Now that I do have access to leave, I’m able to make decisions about taking sick days for myself or to care for my husband without the added stress of worrying about how our finances will be impacted. Without leave, I would quite possibly become resentful about the high level of care my husband needs, or I would be regularly stretched too thin to be a good caregiver or a good professor. As it is, even with leave, I have had moments of burnout. Even with leave, I am judicious about taking it, and I typically bring work with me to my husband’s appointments so I can respond to student papers or plan a class in the few minutes between arriving at an appointment and being called in to see the doctor. I’m still aware that even with leave, there’s a perception at my institution that “good” employees don’t take leave.

This is exactly the attitude that was expressed by my colleague when she bragged that she hadn’t taken leave during her own or her mother’s health crises. She shared that story to highlight her devotion to her job and her professionalism, which she contrasted with the “less professional” attitudes of the faculty in her department who did take days off when they were ill. She did not express compassion for people who got ill, but rather, found fault with them. This is a class ableist thought: people who do not have ideal health are not as worthy as people who do or people who can pass as if they do. My colleague, remember, did not have ideal health and neither did her mother, but she worked hard to pass as if she and her mother did.

In an ableist model, getting ill or taking leave are framed as shameful, unprofessional, indicative of a lack of commitment to a job.

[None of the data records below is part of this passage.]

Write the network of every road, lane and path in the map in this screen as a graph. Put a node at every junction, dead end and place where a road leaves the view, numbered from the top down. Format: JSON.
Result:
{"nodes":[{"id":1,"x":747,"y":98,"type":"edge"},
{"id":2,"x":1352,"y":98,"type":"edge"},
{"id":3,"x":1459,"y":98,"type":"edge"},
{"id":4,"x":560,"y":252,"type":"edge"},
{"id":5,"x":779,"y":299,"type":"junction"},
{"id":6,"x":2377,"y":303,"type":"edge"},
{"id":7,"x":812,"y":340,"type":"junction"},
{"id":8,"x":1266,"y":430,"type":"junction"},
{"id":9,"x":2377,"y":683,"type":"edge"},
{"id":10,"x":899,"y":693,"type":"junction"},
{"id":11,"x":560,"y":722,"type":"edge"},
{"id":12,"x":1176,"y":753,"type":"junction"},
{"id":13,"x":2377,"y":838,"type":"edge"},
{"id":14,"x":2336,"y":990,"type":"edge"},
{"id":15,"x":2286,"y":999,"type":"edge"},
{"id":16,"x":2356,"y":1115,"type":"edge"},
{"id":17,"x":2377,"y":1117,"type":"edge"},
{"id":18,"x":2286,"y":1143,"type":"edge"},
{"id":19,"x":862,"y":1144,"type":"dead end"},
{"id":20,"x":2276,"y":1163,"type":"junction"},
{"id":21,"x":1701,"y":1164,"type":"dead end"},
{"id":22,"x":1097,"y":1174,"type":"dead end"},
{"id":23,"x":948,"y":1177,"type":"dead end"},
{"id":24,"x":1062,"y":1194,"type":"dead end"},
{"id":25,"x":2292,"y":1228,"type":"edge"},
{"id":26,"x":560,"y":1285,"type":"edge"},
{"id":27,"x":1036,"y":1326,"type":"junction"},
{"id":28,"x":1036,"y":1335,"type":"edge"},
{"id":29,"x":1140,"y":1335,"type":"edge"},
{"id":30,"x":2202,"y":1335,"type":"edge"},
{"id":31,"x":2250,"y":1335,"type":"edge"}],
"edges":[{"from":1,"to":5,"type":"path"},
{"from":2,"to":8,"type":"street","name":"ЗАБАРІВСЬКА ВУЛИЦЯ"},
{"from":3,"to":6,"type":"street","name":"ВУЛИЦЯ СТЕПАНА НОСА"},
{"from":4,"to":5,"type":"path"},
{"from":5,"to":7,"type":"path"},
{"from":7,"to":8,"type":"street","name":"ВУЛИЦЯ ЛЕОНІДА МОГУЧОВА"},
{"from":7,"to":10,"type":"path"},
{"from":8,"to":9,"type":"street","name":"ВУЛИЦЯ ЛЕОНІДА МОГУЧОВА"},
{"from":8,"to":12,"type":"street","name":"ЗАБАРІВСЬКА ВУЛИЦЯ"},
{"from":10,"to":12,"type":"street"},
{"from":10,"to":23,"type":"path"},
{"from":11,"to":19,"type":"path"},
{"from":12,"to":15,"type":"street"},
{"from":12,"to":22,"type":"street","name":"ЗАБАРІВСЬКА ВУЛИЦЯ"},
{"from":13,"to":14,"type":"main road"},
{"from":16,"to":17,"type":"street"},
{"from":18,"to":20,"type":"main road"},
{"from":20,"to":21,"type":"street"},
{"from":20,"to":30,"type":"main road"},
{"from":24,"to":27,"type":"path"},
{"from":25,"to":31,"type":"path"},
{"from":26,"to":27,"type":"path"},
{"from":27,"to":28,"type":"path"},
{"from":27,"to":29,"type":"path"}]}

Even in the third story, which is a much happier story than the other two, there is the sticky point about whether a reduced service load while on leave can be negotiated. I am able to take leave, but the expectations for my service are not changed by me working less. In other words, I am still expected to do 100% of my service work, but in less time. Because of the privilege afforded me by being a full professor, I am not particularly worried about repercussions in my next review, but someone without tenure or someone hoping for a promotion would rightly worry.

In this situation, the ableist assumption seems to be something along the lines of, “We’re already giving you time off, now don’t put an unfair burden on your able-bodied colleagues by slacking on service.”

How do we change the culture around faculty leave? Here are my ideas:

  1. Fight for all employees to have access to paid leave. Yes, even adjunct instructors. Start from the assumption that people will get sick rather than from the assumption that they won’t.
  2. If you have access to leave, take it when you need it. The more normalized it becomes for people to take leave, the more normalized it becomes for people to take leave.
  3. When colleagues take leave, be supportive. Don’t question whether they “really” need the leave; assume that they do.
  4. Work to change retention, promotion, tenure, and other review policies to account for employees taking leave. Don’t treat the situation in which a colleague takes leave as an anomaly; plan for it.